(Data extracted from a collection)
------------------------------------------------------------------------
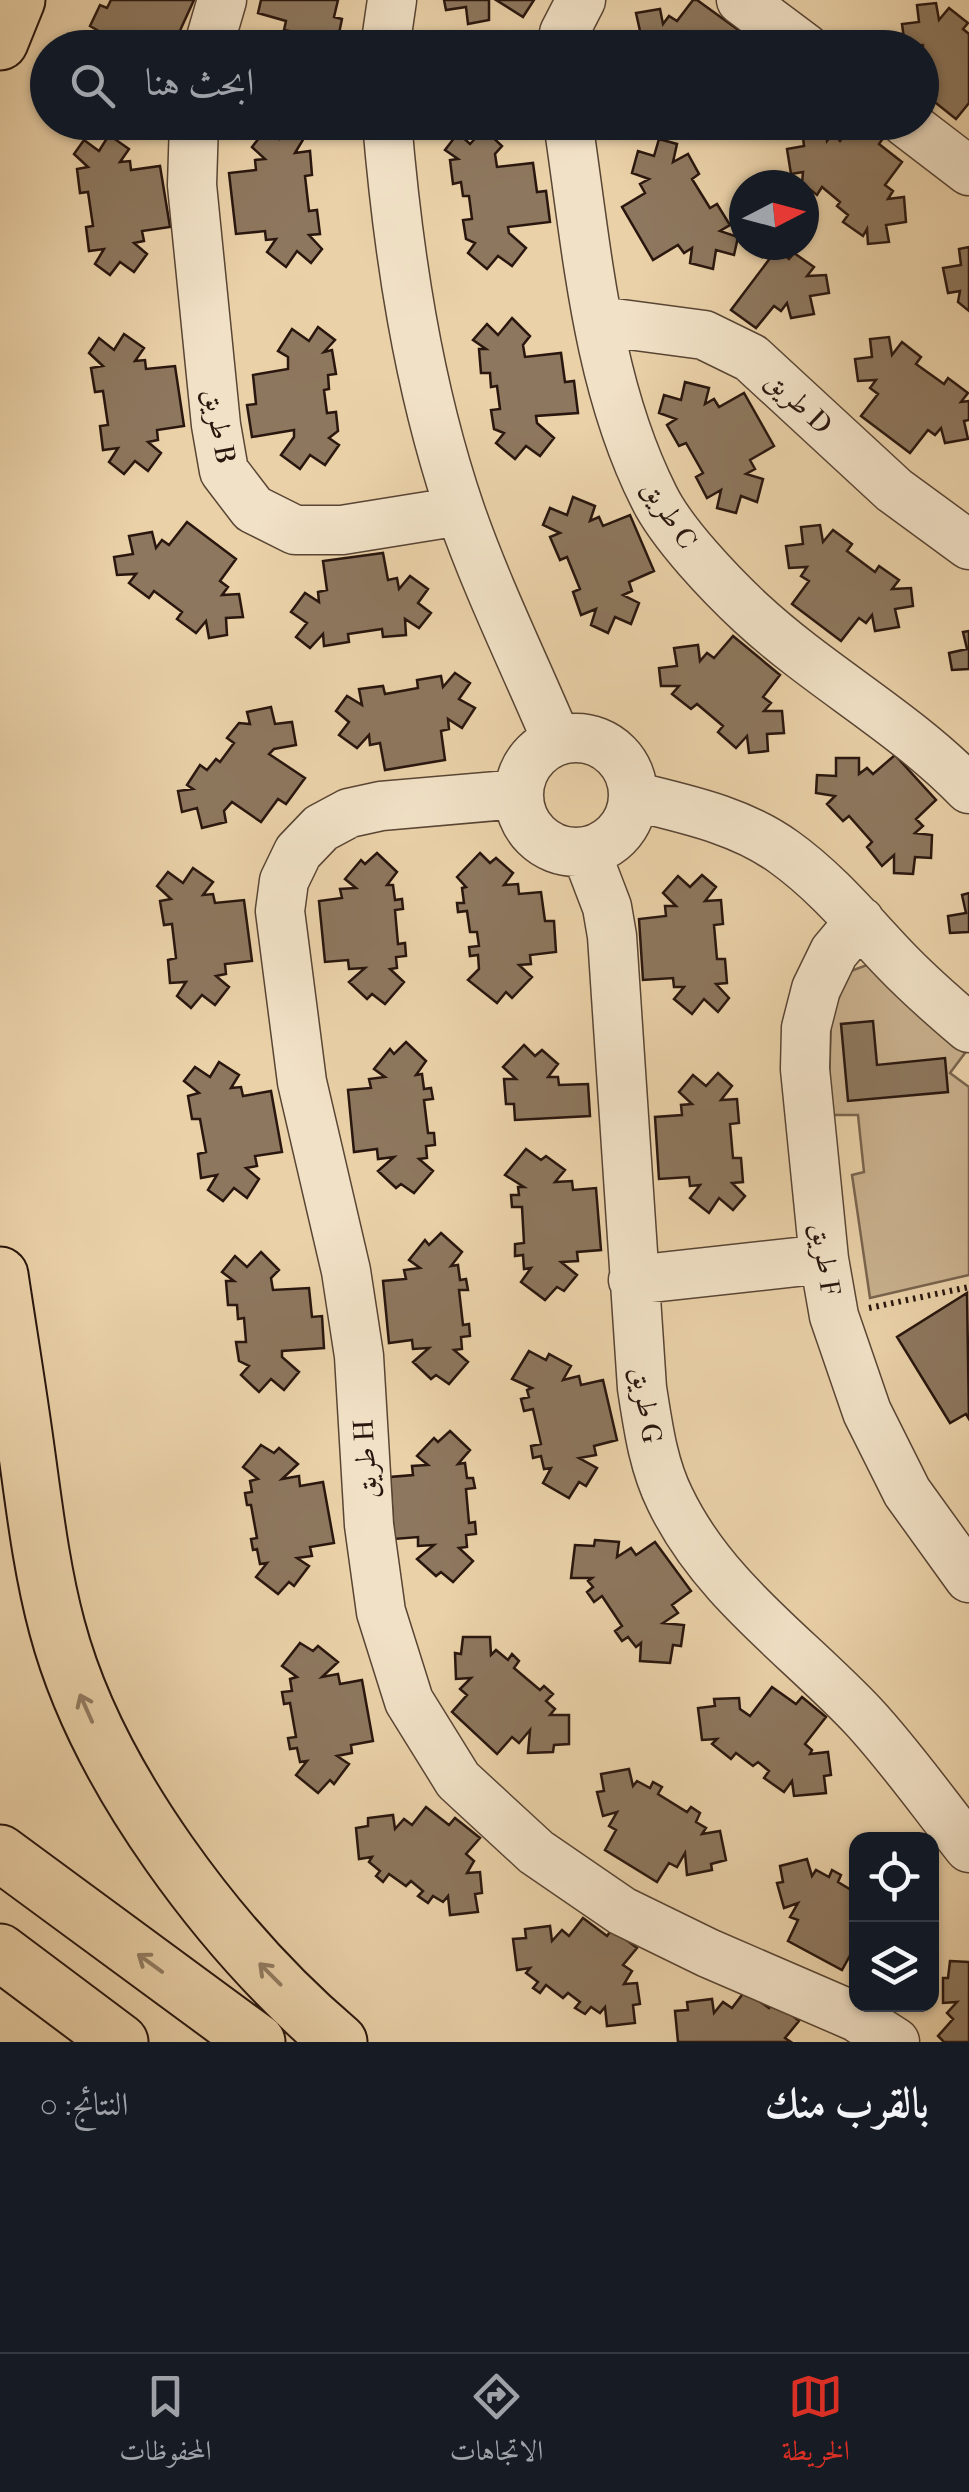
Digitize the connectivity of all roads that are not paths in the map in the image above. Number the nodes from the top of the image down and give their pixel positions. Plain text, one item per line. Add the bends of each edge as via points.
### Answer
1 (17, 0) edge
2 (222, 0) edge
3 (392, 0) edge
4 (581, 0) edge
5 (741, 0) edge
6 (213, 30) edge
7 (388, 30) edge
8 (565, 30) edge
9 (781, 30) edge
10 (0, 42) edge
11 (193, 140) edge
12 (389, 140) edge
13 (571, 140) edge
14 (929, 140) edge
15 (969, 170) edge
16 (599, 321) junction
17 (460, 511) junction
18 (969, 545) edge
19 (557, 741) junction
20 (969, 789) edge
21 (519, 794) junction
22 (633, 796) junction
23 (586, 852) junction
24 (860, 921) junction
25 (969, 1028) edge
26 (824, 1260) junction
27 (0, 1275) edge
28 (633, 1280) junction
29 (969, 1578) edge
30 (969, 1848) edge
31 (0, 1852) edge
32 (0, 1952) edge
33 (120, 2042) edge
34 (256, 2042) edge
35 (340, 2042) edge
36 (895, 2042) edge

1 - 10 highway
2 - 6 street
3 - 7 street
4 - 8 street
5 - 9 street
11 - 17 street, طريق B via 192,185 224,471 253,509 294,530 342,530
12 - 17 street via 409,301
13 - 16 street, طريق C
14 - 15 street
16 - 18 street, طريق D via 704,336 752,358 894,490
16 - 20 street, طريق C via 629,440 656,501 700,559 751,613 908,732
17 - 19 street
19 - 21 street via 524,772
19 - 22 street via 599,743 617,756
21 - 23 street via 524,819 539,839 561,851
21 - 36 street, طريق H via 350,813 321,828 284,880 283,945 302,1082 360,1356 380,1612 408,1701 458,1780 536,1852 622,1910 856,2017
22 - 23 street via 620,832
22 - 24 street via 726,822 782,850
23 - 28 street, طريق G via 612,936
24 - 25 street
24 - 26 street, طريق F via 834,952 806,1028
26 - 28 street
26 - 29 street, طريق F via 834,1316 867,1412 907,1492
35 -> 27 highway via 259,1963 146,1820 71,1674 44,1575
28 - 30 street, طريق G via 650,1444 668,1497 696,1546 732,1590 865,1718
34 -> 31 highway
32 - 33 highway

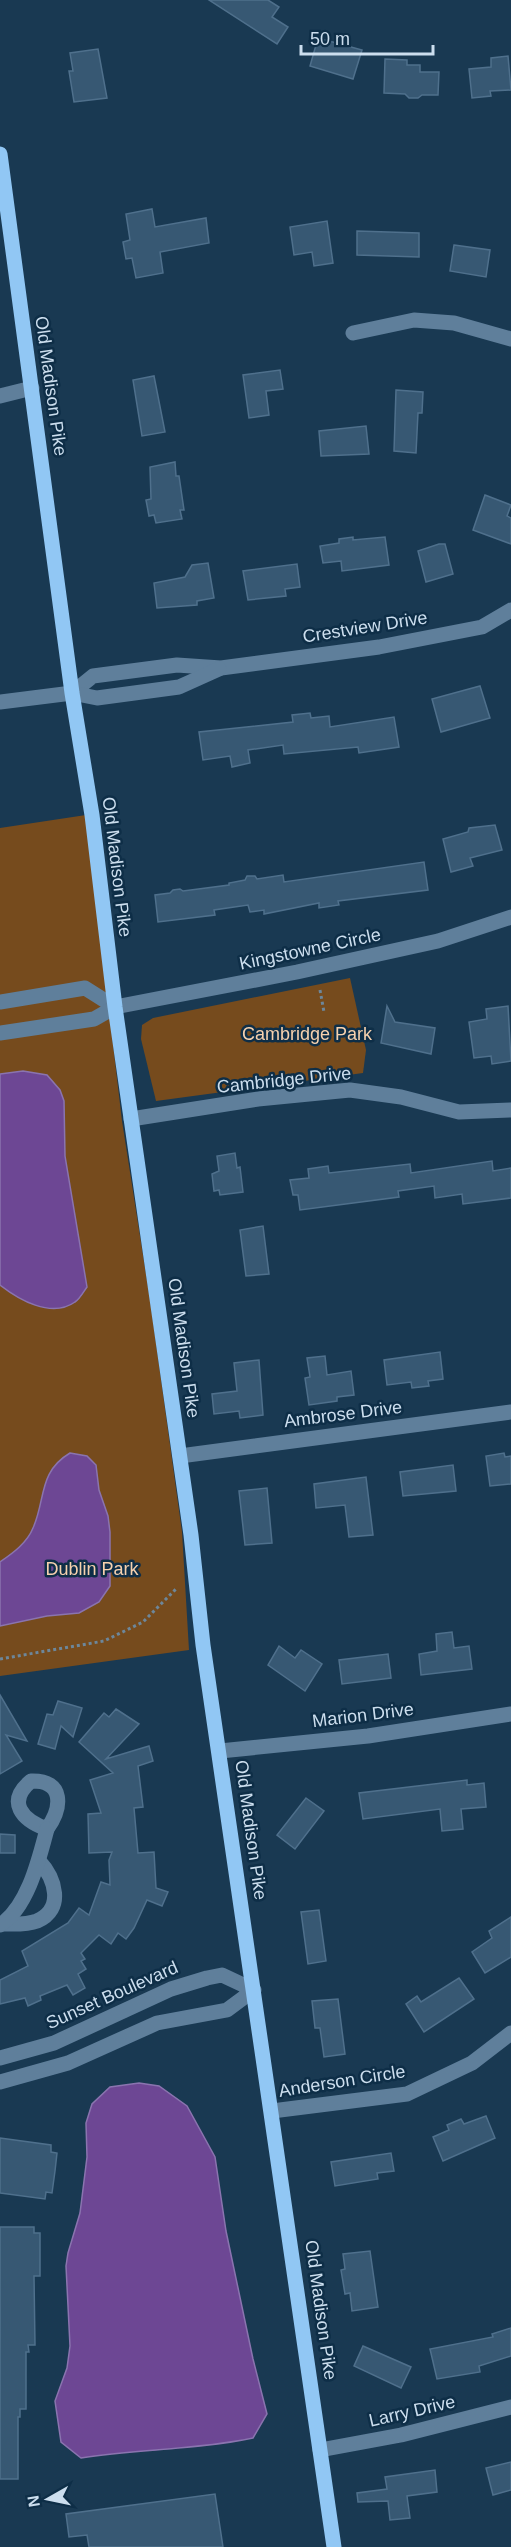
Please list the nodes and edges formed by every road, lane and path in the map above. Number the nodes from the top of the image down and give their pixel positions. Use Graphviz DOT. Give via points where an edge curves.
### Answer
------------------------------------------------------------------------
* Task item: A verbatim reproduction of each entry is expected, with every picture omitted.

* Task solution:
Digitize the connectivity of all roads that are not paths in the map in the image above. Number the nodes from the top of the image down and give their pixel positions. Plain text, one item per line. Add the bends of each edge as via points.
### Answer
1 (17, 0) edge
2 (222, 0) edge
3 (392, 0) edge
4 (581, 0) edge
5 (741, 0) edge
6 (213, 30) edge
7 (388, 30) edge
8 (565, 30) edge
9 (781, 30) edge
10 (0, 42) edge
11 (193, 140) edge
12 (389, 140) edge
13 (571, 140) edge
14 (929, 140) edge
15 (969, 170) edge
16 (599, 321) junction
17 (460, 511) junction
18 (969, 545) edge
19 (557, 741) junction
20 (969, 789) edge
21 (519, 794) junction
22 (633, 796) junction
23 (586, 852) junction
24 (860, 921) junction
25 (969, 1028) edge
26 (824, 1260) junction
27 (0, 1275) edge
28 (633, 1280) junction
29 (969, 1578) edge
30 (969, 1848) edge
31 (0, 1852) edge
32 (0, 1952) edge
33 (120, 2042) edge
34 (256, 2042) edge
35 (340, 2042) edge
36 (895, 2042) edge

1 - 10 highway
2 - 6 street
3 - 7 street
4 - 8 street
5 - 9 street
11 - 17 street, طريق B via 192,185 224,471 253,509 294,530 342,530
12 - 17 street via 409,301
13 - 16 street, طريق C
14 - 15 street
16 - 18 street, طريق D via 704,336 752,358 894,490
16 - 20 street, طريق C via 629,440 656,501 700,559 751,613 908,732
17 - 19 street
19 - 21 street via 524,772
19 - 22 street via 599,743 617,756
21 - 23 street via 524,819 539,839 561,851
21 - 36 street, طريق H via 350,813 321,828 284,880 283,945 302,1082 360,1356 380,1612 408,1701 458,1780 536,1852 622,1910 856,2017
22 - 23 street via 620,832
22 - 24 street via 726,822 782,850
23 - 28 street, طريق G via 612,936
24 - 25 street
24 - 26 street, طريق F via 834,952 806,1028
26 - 28 street
26 - 29 street, طريق F via 834,1316 867,1412 907,1492
35 -> 27 highway via 259,1963 146,1820 71,1674 44,1575
28 - 30 street, طريق G via 650,1444 668,1497 696,1546 732,1590 865,1718
34 -> 31 highway
32 - 33 highway

Please list the nodes and edges formed by every road, lane and path in the map above. Number the nodes from the top of the image down and give their pixel positions. Use Graphviz DOT. Give via points where an edge curves.
### Answer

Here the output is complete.